Susan Agin, who has been the Executive and Artistic Director of QPAC for almost 15 years, noted that the center is “thriving, touching thousands and inspiring many, due to Dr. Call’s vision that student resources should extend far beyond books alone.” Agin said that when Dr. Call attended events at QPAC “the artists performed just a bit better when they knew she was watching.” The director added that “community members are also happy to be able to thank her for her support of the arts, in person.”
Assistant Professor Azadeh Aalai, a social psychologist who was a National Endowment for the Humanities Fellow at the Holocaust Center, said that Dr. Call’s “passion in serving the community and developing programs for our students was very apparent and visible in all the work that she did.”
Dr. Call characteristically prefered to speak about all the work others have done. “A few weeks ago I tried jotting down things that happen in a day,” she said. “But I had to stop because the list grew too long. But it did contain so many wonderful, unexpected surprises. For example, I visited our Flushing Center, where we teach construction workers about OSHA regulations – in Mandarin. What is constant here is the solid commitment of faculty and staff to students and to others who avail themselves of the education we provide.”
On the subject of fundraising, Dr. Call expressed a humanistic point of view.
“Our donors are investors,” she said. “People learn how their investments impact students in small ways and large ways. We need the investment from donors to insure student success. I think I have raised an awareness of the extraordinary institution we are. The money is important but we need believers. We need people who can offer our students internships, people who can offer them jobs. It is not just writing a check. It is believing in what we do. This is why we always put our students and alumni front and center at board meetings, at our Partners for Progress Gala. We want donors and potential donors to see the impact of their investments.”
Among those who spoke at this year’s Gala was Paola Beniquez, a student who has been flying back periodically to Puerto Rico to help her family members. Their life was upended by Hurricane Maria. Paola flew back and forth while pursuing her art and design studies and gaining acceptance to Pratt Institute in the fall. Beniquez is also a champion of the College’s women’s volleyball team, and was one of three first year students in the country to win a “Player of the Year” award. Other students who spoke included Mabely Salvador, an immigrant from El Salvador, the first in her family to go to college. She is also Student Government President and plans to study psychology at Queens College. Another speaker, Kyle Chin-How, (’15) an immigrant from Guyana, won a prestigious Jack Kent Cooke Foundation Undergraduate Transfer Scholarship. He participated in a White House Internship and graduated from the Skadden Arps program at City College in 2017.

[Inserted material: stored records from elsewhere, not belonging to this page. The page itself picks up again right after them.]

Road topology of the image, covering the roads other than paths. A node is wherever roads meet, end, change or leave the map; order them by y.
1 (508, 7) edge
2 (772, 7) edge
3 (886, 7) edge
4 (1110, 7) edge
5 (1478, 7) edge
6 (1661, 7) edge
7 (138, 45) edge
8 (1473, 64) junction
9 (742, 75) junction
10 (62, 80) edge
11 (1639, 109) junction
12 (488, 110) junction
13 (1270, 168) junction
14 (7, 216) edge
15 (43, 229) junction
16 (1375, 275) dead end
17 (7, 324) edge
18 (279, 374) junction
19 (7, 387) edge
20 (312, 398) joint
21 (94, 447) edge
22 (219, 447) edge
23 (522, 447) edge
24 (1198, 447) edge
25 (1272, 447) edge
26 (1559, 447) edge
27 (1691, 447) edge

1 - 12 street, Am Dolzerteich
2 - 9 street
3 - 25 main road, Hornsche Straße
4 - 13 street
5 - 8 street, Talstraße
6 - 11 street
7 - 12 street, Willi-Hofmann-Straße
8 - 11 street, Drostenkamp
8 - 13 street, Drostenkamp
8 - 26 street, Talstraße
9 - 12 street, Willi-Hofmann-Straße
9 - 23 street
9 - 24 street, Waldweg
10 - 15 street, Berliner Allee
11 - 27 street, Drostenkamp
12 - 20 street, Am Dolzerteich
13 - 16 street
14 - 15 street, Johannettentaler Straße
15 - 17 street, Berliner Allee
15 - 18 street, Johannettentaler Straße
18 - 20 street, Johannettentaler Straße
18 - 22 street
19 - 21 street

As the interview drew to a close, Dr. Call paused and remembered an international trip she took about twenty years ago. Another passenger on her flight, a venture capitalist, asked her what she did for a living. “I told him that I was an educator, a college administrator. ‘Oh, he said. ‘We are in the same line of work. We both believe in people.’”
Dr. Call offered one final thought:
“When I see Queensborough, I see a community. Not just buildings but people. I see something that is really strong, really beautiful and something that represents dreams for everyone. For me, it was, starting as that unpaid intern-to have been given the opportunity and to have achieved. I am so proud of our students, faculty and staff who have also achieved. I was blessed. I cannot express how much I believe in student success. I believe in a community that collaborates to turn dreams into reality.”